Records contained in a dataset
####
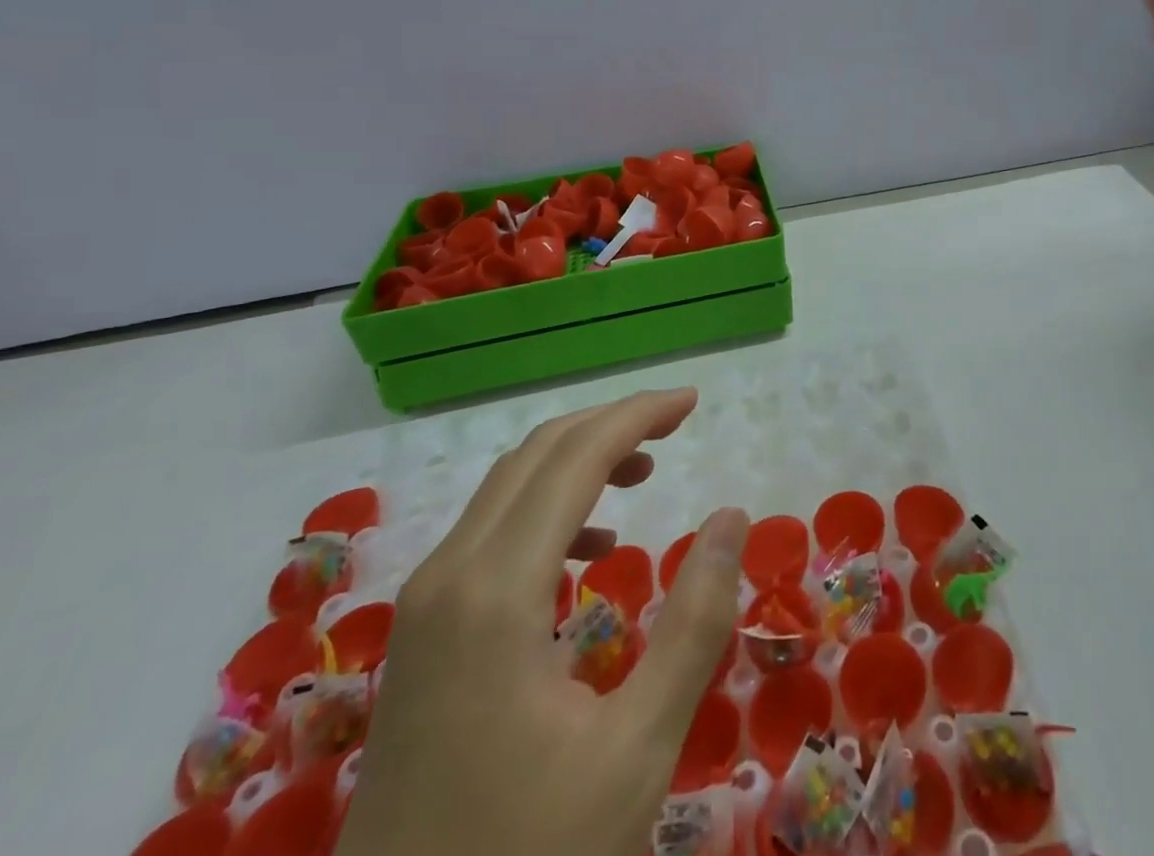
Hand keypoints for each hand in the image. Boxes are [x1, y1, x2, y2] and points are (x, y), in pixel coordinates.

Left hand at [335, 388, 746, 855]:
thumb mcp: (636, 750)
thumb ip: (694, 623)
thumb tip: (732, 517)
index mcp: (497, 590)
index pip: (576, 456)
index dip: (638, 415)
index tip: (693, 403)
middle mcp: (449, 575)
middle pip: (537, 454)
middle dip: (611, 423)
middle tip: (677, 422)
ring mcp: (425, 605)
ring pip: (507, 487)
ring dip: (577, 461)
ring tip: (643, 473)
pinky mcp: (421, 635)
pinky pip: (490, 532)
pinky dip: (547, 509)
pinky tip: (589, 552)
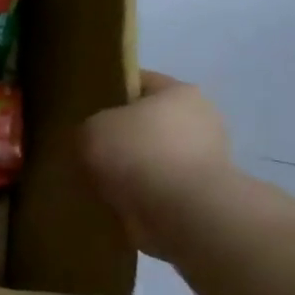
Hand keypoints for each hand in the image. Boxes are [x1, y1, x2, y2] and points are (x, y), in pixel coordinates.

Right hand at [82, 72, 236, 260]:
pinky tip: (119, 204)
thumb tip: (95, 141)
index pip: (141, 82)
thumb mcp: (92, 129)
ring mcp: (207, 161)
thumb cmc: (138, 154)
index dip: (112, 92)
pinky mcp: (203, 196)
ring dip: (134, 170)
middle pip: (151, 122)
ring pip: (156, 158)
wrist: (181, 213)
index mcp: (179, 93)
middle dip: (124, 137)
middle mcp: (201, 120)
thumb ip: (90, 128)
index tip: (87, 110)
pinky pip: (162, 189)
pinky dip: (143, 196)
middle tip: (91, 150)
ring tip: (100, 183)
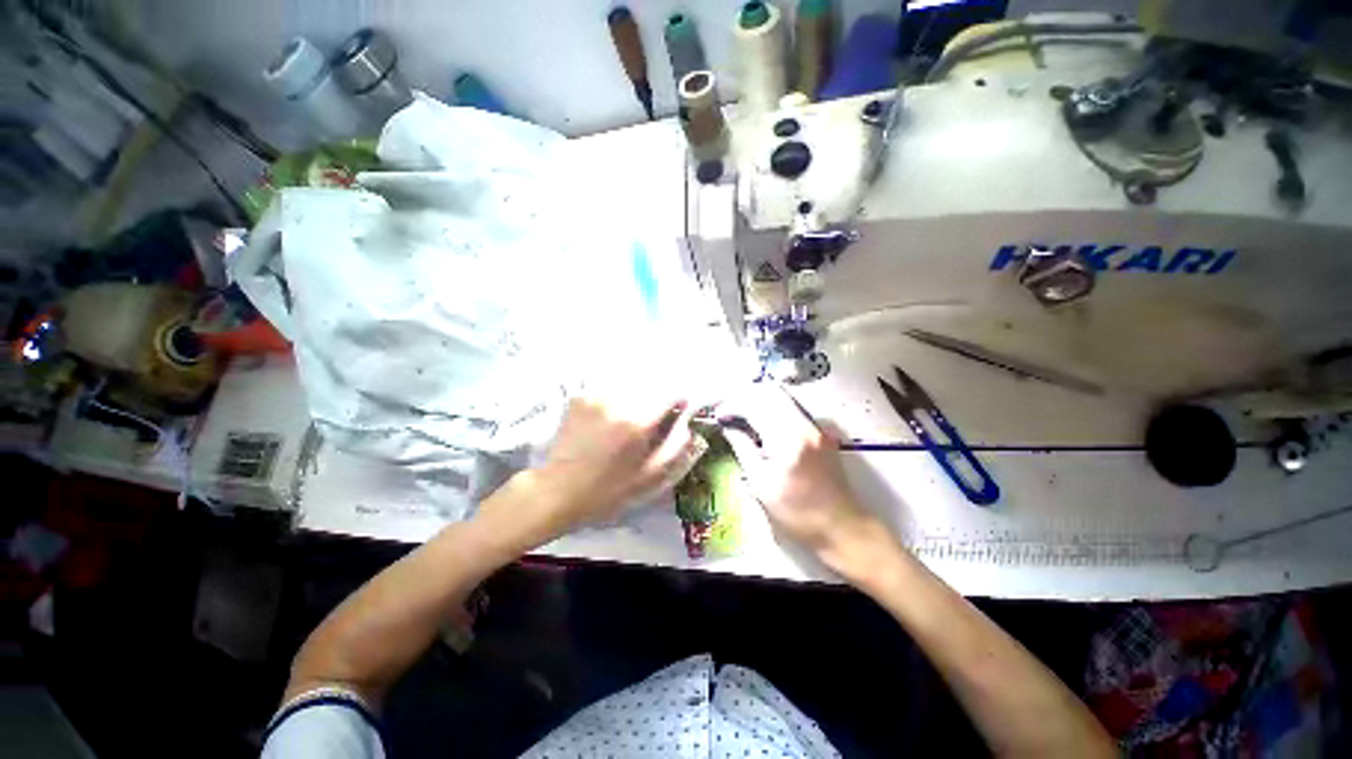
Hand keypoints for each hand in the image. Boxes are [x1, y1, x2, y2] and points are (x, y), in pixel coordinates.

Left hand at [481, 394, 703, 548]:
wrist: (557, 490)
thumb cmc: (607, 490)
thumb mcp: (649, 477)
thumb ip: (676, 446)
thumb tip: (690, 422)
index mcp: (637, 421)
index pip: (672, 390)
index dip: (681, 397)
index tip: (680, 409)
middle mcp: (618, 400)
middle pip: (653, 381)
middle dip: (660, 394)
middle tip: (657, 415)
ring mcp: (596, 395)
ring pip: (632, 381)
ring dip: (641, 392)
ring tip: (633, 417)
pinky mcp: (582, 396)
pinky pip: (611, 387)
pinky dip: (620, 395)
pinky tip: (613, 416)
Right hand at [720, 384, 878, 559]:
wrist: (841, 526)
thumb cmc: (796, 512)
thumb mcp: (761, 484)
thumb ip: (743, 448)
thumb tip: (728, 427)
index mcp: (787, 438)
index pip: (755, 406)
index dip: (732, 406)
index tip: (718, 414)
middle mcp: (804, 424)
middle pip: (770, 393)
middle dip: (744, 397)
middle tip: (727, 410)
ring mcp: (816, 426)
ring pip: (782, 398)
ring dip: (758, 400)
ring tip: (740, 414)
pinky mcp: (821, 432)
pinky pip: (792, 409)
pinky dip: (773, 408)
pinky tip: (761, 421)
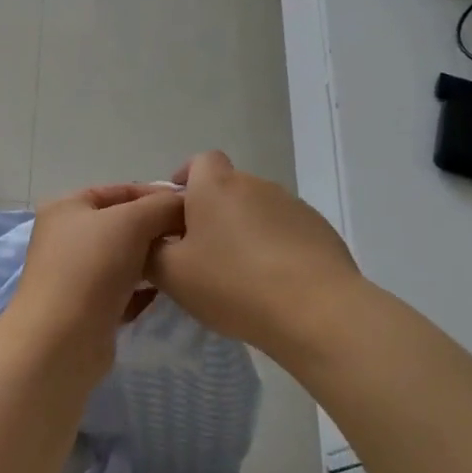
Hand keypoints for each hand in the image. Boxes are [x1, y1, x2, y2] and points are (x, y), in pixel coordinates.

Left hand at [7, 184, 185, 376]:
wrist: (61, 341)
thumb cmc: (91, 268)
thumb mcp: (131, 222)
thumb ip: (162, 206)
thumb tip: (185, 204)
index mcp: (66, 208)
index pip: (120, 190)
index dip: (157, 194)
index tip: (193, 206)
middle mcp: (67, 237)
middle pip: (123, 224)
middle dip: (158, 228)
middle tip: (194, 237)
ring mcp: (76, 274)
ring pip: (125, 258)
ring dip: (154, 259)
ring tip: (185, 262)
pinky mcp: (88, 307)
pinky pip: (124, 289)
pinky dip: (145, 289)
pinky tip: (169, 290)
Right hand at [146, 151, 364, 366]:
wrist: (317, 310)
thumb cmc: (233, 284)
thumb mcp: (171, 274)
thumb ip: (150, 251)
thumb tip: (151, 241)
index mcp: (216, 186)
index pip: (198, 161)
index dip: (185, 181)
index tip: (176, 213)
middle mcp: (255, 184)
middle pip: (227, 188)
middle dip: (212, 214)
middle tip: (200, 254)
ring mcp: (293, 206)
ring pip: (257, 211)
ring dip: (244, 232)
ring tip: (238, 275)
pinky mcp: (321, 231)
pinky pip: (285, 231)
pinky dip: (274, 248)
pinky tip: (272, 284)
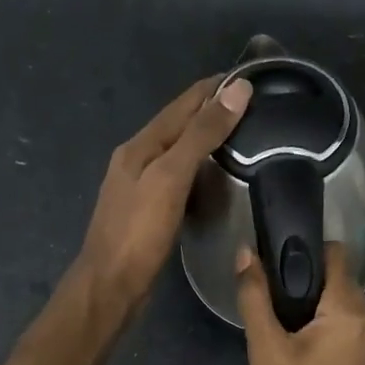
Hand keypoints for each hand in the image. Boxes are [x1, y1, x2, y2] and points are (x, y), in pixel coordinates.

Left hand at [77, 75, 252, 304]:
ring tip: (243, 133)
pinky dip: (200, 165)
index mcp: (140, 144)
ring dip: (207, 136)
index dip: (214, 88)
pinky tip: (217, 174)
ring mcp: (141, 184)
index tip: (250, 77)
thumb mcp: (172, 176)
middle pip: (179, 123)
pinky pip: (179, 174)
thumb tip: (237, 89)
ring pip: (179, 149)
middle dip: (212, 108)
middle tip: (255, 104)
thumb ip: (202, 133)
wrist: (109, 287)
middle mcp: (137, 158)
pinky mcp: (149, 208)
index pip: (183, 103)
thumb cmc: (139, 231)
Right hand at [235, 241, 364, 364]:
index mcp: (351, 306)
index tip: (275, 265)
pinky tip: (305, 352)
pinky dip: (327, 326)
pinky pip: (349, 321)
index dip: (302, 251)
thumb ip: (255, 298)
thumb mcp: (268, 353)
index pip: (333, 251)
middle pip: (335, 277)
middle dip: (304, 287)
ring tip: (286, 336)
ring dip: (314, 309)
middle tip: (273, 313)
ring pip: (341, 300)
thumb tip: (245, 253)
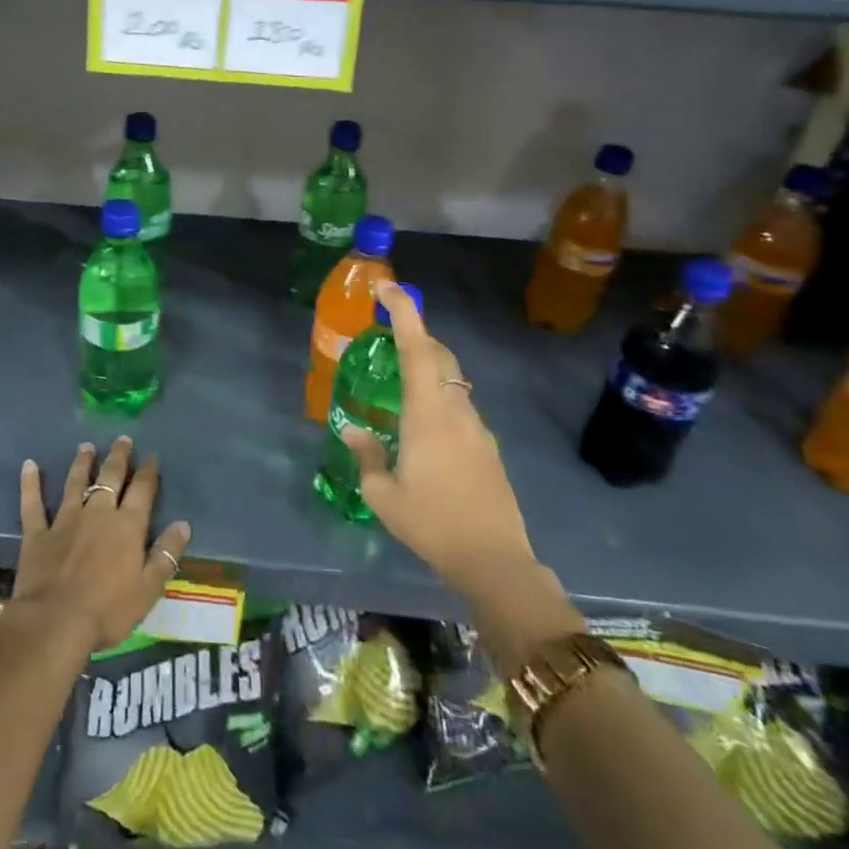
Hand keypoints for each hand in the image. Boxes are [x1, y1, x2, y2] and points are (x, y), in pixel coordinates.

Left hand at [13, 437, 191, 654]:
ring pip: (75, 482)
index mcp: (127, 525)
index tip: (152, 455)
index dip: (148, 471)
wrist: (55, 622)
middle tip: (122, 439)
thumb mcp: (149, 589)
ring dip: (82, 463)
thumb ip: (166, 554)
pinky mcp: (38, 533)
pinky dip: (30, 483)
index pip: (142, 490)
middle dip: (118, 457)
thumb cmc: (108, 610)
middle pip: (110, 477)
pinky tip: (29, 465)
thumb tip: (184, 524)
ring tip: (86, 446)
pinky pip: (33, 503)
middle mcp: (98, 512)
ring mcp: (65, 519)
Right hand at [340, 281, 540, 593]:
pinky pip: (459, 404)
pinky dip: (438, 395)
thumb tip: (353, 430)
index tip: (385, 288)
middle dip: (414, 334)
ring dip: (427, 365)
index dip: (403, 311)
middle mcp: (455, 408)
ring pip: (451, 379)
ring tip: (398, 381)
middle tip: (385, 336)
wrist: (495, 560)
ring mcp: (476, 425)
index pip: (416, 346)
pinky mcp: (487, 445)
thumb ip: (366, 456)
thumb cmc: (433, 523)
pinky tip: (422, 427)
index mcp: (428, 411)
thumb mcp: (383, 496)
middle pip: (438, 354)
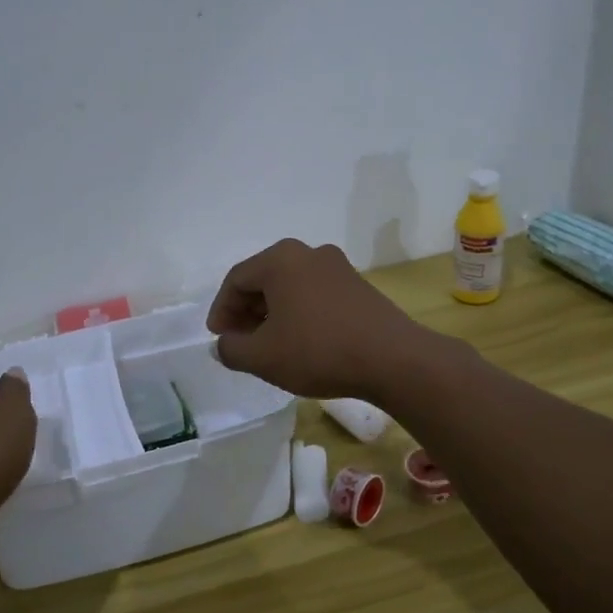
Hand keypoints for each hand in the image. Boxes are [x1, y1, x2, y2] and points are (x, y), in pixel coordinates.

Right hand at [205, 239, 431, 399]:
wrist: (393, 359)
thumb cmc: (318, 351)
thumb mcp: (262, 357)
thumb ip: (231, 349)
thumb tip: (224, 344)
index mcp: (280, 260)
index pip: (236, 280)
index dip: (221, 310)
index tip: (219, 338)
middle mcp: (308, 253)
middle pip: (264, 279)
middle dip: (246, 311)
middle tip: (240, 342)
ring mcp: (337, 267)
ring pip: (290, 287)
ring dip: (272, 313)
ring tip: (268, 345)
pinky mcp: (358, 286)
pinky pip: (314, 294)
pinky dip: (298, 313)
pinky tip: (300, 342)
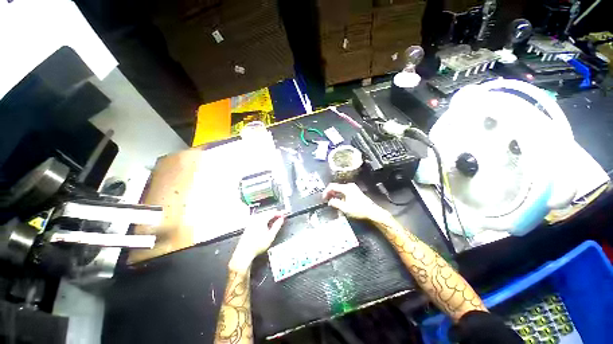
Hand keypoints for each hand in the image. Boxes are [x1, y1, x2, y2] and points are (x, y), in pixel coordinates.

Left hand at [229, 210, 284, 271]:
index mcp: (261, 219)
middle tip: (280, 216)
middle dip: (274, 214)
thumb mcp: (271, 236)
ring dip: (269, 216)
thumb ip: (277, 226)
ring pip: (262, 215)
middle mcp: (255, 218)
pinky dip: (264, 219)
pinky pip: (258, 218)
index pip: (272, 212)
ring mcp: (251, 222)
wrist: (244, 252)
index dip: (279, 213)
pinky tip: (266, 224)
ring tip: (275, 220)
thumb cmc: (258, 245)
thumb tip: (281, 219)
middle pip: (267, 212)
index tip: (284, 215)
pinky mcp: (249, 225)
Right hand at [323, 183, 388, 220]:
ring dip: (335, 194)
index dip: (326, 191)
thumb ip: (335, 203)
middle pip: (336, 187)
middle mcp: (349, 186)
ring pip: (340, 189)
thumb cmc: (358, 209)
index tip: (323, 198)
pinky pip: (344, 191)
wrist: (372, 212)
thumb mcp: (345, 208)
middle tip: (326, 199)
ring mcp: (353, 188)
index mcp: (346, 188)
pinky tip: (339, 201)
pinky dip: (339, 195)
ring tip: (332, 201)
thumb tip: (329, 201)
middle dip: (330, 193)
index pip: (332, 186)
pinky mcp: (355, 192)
####
→ **TASK TO COMPLETE**
Print, with pictures removed, exactly the lines of the records above from the top through the line containing "pinky tip: (589, 552)".

→ **EXERCISE ANSWER**
Hand keypoints for each hand in the image. Boxes are [x1, y1, x2, y2] and points are (x, y), in pixel coordinates.

Left hand at [335, 388, 746, 855]:
thumb mcp: (636, 750)
thumb ip: (694, 623)
thumb tip: (732, 517)
index mcp: (497, 590)
index pip: (576, 456)
index dip: (638, 415)
index tip: (693, 403)
middle mcp: (449, 575)
middle pip: (537, 454)
middle dip: (611, 423)
middle tip: (677, 422)
ring mcp: (425, 605)
ring pip: (507, 487)
ring dip: (577, 461)
ring tip: (643, 473)
pinky mcp: (421, 635)
pinky pip: (490, 532)
pinky dip: (547, 509)
pinky tip: (589, 552)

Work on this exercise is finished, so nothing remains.